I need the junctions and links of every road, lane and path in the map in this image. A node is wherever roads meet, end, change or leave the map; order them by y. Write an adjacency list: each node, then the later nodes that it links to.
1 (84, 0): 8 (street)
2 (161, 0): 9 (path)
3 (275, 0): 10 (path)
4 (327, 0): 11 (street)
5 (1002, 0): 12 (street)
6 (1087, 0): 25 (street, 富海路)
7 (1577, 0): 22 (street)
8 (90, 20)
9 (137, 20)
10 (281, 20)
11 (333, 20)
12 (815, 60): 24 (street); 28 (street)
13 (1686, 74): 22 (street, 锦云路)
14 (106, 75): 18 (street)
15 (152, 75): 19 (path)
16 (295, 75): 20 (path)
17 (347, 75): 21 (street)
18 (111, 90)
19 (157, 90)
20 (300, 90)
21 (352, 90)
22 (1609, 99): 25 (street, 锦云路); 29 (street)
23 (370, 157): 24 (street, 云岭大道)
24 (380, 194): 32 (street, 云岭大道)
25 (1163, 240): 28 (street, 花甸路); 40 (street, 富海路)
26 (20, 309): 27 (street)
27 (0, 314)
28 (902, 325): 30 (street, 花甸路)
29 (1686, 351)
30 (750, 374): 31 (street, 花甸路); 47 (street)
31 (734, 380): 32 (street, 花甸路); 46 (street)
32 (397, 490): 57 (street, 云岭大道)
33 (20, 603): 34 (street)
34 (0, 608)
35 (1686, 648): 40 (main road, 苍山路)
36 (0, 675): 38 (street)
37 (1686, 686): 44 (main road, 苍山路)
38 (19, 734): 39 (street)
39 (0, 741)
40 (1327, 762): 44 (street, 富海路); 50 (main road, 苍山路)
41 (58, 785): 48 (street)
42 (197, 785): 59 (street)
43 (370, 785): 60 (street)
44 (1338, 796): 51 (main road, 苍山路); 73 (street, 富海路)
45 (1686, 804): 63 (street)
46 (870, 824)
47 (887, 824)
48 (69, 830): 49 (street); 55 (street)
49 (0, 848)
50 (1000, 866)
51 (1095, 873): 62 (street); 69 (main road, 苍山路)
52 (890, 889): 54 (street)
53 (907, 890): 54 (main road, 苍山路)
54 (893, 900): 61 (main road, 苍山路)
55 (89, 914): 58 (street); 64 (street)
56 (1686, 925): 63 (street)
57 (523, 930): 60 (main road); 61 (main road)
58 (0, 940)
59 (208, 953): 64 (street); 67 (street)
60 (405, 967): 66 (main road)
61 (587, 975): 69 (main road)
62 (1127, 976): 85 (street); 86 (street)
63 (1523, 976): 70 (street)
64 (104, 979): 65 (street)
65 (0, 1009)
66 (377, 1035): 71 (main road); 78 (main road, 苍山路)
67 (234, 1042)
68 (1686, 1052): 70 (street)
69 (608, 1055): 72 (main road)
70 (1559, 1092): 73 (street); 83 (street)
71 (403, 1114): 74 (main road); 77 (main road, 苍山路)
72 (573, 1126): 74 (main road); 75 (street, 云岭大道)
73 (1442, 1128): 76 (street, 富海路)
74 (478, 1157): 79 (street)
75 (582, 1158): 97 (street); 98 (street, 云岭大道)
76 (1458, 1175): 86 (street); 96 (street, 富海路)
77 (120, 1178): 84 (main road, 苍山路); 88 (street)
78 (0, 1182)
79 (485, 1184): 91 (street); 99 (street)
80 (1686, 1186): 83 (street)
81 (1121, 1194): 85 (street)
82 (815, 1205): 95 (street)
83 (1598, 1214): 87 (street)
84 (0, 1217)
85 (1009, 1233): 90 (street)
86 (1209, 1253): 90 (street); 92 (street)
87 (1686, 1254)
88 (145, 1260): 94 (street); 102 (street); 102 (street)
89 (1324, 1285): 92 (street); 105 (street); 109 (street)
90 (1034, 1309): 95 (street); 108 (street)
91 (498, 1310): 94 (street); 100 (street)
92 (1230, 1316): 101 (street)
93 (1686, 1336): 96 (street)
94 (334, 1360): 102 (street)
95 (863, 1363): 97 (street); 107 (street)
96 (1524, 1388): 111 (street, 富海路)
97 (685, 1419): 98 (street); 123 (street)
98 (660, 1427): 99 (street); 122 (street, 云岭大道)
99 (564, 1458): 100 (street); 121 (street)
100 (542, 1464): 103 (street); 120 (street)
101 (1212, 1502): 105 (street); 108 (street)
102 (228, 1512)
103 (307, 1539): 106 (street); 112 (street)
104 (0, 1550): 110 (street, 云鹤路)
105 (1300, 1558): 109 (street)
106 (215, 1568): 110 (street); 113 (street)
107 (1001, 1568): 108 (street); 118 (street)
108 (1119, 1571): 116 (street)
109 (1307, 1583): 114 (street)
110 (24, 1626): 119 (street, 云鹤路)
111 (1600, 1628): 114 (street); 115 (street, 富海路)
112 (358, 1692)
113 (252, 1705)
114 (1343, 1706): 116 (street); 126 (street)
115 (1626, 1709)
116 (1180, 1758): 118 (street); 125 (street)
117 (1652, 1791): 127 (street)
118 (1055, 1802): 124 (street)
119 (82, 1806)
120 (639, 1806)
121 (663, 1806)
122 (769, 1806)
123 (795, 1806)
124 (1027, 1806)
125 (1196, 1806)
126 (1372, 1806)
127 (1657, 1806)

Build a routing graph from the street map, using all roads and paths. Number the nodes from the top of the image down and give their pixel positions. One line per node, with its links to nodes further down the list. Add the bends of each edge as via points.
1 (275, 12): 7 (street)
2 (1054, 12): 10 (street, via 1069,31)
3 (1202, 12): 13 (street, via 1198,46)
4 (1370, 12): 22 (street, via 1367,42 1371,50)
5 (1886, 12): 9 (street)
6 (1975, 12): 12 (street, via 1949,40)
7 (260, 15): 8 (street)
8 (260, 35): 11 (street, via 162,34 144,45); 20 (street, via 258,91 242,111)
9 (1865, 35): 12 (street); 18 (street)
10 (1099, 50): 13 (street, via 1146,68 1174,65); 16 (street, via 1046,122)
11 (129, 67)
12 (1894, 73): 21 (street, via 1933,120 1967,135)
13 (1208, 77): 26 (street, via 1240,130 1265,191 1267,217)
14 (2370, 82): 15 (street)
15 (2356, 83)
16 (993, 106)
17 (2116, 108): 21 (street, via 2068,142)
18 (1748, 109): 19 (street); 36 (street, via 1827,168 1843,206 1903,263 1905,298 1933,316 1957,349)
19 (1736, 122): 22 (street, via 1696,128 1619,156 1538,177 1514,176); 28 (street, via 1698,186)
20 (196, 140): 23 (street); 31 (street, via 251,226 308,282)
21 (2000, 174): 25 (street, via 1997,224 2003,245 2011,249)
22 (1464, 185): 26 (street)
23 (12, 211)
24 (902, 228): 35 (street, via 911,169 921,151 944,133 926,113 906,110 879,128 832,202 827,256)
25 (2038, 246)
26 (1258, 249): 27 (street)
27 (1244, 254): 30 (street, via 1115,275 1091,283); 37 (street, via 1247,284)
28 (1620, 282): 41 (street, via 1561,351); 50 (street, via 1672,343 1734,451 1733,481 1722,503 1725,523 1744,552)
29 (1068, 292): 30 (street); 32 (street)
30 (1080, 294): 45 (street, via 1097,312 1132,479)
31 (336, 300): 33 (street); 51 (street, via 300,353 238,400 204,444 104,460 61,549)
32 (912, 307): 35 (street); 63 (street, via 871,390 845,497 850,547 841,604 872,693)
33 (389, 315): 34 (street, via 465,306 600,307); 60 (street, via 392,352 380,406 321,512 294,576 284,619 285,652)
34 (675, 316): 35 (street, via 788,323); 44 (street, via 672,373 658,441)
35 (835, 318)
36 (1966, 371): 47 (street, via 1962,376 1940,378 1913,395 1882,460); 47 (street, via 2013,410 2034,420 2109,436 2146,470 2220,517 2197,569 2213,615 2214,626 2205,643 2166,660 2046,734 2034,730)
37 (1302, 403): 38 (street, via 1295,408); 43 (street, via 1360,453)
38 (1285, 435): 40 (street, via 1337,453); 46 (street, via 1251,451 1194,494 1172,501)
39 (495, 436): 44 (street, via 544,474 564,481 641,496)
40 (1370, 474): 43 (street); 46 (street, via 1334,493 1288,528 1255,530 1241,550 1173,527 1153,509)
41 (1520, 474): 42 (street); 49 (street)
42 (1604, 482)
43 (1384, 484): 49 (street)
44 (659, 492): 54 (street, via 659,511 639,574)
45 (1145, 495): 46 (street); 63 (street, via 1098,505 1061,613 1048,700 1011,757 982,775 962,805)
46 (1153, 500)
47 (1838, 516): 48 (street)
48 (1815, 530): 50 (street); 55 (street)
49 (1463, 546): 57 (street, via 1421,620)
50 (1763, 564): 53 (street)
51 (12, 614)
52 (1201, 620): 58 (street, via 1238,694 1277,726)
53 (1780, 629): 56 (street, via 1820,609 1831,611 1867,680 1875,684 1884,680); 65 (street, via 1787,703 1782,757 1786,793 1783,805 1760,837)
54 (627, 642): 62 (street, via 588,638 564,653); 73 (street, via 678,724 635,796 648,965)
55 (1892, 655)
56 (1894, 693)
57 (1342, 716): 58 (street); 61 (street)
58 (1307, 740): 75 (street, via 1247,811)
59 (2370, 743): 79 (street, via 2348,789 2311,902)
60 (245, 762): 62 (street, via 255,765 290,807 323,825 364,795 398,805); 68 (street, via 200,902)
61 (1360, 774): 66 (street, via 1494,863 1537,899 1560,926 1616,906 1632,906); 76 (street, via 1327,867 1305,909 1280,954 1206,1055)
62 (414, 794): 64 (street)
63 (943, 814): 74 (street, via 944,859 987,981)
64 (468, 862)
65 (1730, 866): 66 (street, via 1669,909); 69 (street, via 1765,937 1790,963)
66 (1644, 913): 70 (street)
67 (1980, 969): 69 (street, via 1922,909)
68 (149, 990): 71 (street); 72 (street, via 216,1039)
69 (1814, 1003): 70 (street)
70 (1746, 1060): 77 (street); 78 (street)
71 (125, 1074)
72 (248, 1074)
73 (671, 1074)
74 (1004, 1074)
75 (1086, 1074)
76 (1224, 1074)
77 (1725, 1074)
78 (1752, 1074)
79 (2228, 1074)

· · ·

Among the records, find the lines that contain "云岭大道" and copy each of them.

23 (370, 157): 24 (street, 云岭大道)
24 (380, 194): 32 (street, 云岭大道)
32 (397, 490): 57 (street, 云岭大道)
72 (573, 1126): 74 (main road); 75 (street, 云岭大道)
75 (582, 1158): 97 (street); 98 (street, 云岭大道)
98 (660, 1427): 99 (street); 122 (street, 云岭大道)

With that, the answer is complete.